We can see that the second algorithm is faster at locating the laptops given an ID. 

# Two Laptop Promotion - gift cards

Sometimes the online laptop store will offer a promotion including gift cards. The customer can only use the gift card once, and can only use it to buy up to 2 laptops. To make the best use out of the gift card, we want to ensure that each gift card can be used in full. This means, making sure there is a laptop worth exactly that amount, or two laptops that will add up to that exact amount. 

In [8]:
class Inventory():
    
    def __init__(self, csv_filename):
        with open(csv_filename) as file:
            data = list(csv.reader(file))
        self.header = data[0]
        self.rows = data[1:]
        for row in self.rows:
            row[-1] = int(row[-1])
        self.id_to_row = {}
        for row in self.rows:
            self.id_to_row[row[0]] = row 
    
    def get_laptop_from_id(self, laptop_id):
        for row in self.rows:
            if row[0] == laptop_id:
                return row 
        return None 
    
    def get_laptop_from_id_fast(self, laptop_id):
        for row in self.rows:
            if laptop_id in self.id_to_row:
                return self.id_to_row[laptop_id]
        return None 
    
    def check_promotion_dollars(self, dollars):
        for row in self.rows:
            if row[-1] == dollars:
                return True 
        for row1 in self.rows:
            for row2 in self.rows:
                if row1[-1] + row2[-1] == dollars:
                    return True
        return False 

In [9]:
inventory = Inventory('laptops.csv')

print(inventory.check_promotion_dollars(1000))
print('\n')
print(inventory.check_promotion_dollars(442))

True


False


# Optimizing Laptop Promotion 

Once again, we can preprocess the data, and store the laptop prices in a set which will allow checking whether there is a laptop at a given price in constant time. 

In [10]:
class Inventory():
    
    def __init__(self, csv_filename):
        with open(csv_filename) as file:
            data = list(csv.reader(file))
        self.header = data[0]
        self.rows = data[1:]
        for row in self.rows:
            row[-1] = int(row[-1])
        self.id_to_row = {}
        for row in self.rows:
            self.id_to_row[row[0]] = row 
        self.prices = set()
        for row in self.rows:
            self.prices.add(row[-1])
    
    def get_laptop_from_id(self, laptop_id):
        for row in self.rows:
            if row[0] == laptop_id:
                return row 
        return None 
    
    def get_laptop_from_id_fast(self, laptop_id):
        for row in self.rows:
            if laptop_id in self.id_to_row:
                return self.id_to_row[laptop_id]
        return None 
    
    def check_promotion_dollars(self, dollars):
        for row in self.rows:
            if row[-1] == dollars:
                return True 
        for row1 in self.rows:
            for row2 in self.rows:
                if row1[-1] + row2[-1] == dollars:
                    return True
        return False 
    
    def check_promotion_dollars_fast(self, dollars):
        for row in self.rows:
            if dollars in self.prices:
                return True 
        for row1 in self.rows:
            for row2 in self.rows:
                if row1[-1] + row2[-1] == dollars:
                    return True
        return False 

In [11]:
inventory = Inventory('laptops.csv')

print(inventory.check_promotion_dollars_fast(1000))
print('\n')
print(inventory.check_promotion_dollars_fast(442))

True


False


# Comparing Promotion Functions 

We can use similar syntax to before, to compare the performance of the two promotion functions. 

In [12]:
N = 100
prices = [random.randint(100, 5000) for _ in range(N)]
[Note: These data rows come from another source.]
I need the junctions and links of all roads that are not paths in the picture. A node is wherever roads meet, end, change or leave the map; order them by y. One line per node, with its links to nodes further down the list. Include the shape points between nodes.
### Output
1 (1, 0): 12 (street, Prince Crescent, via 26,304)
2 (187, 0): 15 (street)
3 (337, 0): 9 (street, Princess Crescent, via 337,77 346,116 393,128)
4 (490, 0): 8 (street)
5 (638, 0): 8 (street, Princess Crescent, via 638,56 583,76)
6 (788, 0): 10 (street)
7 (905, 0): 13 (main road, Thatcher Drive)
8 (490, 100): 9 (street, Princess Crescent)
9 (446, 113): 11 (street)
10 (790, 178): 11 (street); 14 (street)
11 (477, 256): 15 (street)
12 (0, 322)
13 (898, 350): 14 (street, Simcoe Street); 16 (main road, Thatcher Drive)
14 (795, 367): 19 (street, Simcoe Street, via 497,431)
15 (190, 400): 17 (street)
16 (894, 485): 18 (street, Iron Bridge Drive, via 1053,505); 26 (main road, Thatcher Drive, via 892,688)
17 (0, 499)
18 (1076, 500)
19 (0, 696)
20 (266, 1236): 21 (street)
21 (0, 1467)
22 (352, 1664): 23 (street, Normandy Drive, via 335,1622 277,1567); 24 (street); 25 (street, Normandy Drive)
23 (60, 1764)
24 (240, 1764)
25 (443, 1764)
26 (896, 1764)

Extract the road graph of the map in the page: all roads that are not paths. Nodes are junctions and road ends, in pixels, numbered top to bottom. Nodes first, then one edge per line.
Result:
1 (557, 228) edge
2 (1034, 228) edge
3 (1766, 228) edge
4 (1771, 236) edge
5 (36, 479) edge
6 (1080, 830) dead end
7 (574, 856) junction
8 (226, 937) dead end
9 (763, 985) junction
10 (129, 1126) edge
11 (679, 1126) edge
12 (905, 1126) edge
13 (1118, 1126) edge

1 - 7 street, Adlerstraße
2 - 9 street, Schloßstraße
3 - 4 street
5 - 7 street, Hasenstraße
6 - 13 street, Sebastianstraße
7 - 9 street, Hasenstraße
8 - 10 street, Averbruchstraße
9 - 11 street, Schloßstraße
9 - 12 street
inventory = Inventory('laptops.csv')

total_time_no_set = 0
for price in prices:
    start = time.time()
    inventory.check_promotion_dollars(price)
    end = time.time()
    total_time_no_set += end - start 
    
total_time_set = 0
for price in prices:
    start = time.time()
    inventory.check_promotion_dollars_fast(price)
    end = time.time()
    total_time_set += end - start 
    
print("The total time taken for the algorithm with no set is: ", total_time_no_set)
print('\n')
print("The total time taken for the algorithm with a set is: ", total_time_set)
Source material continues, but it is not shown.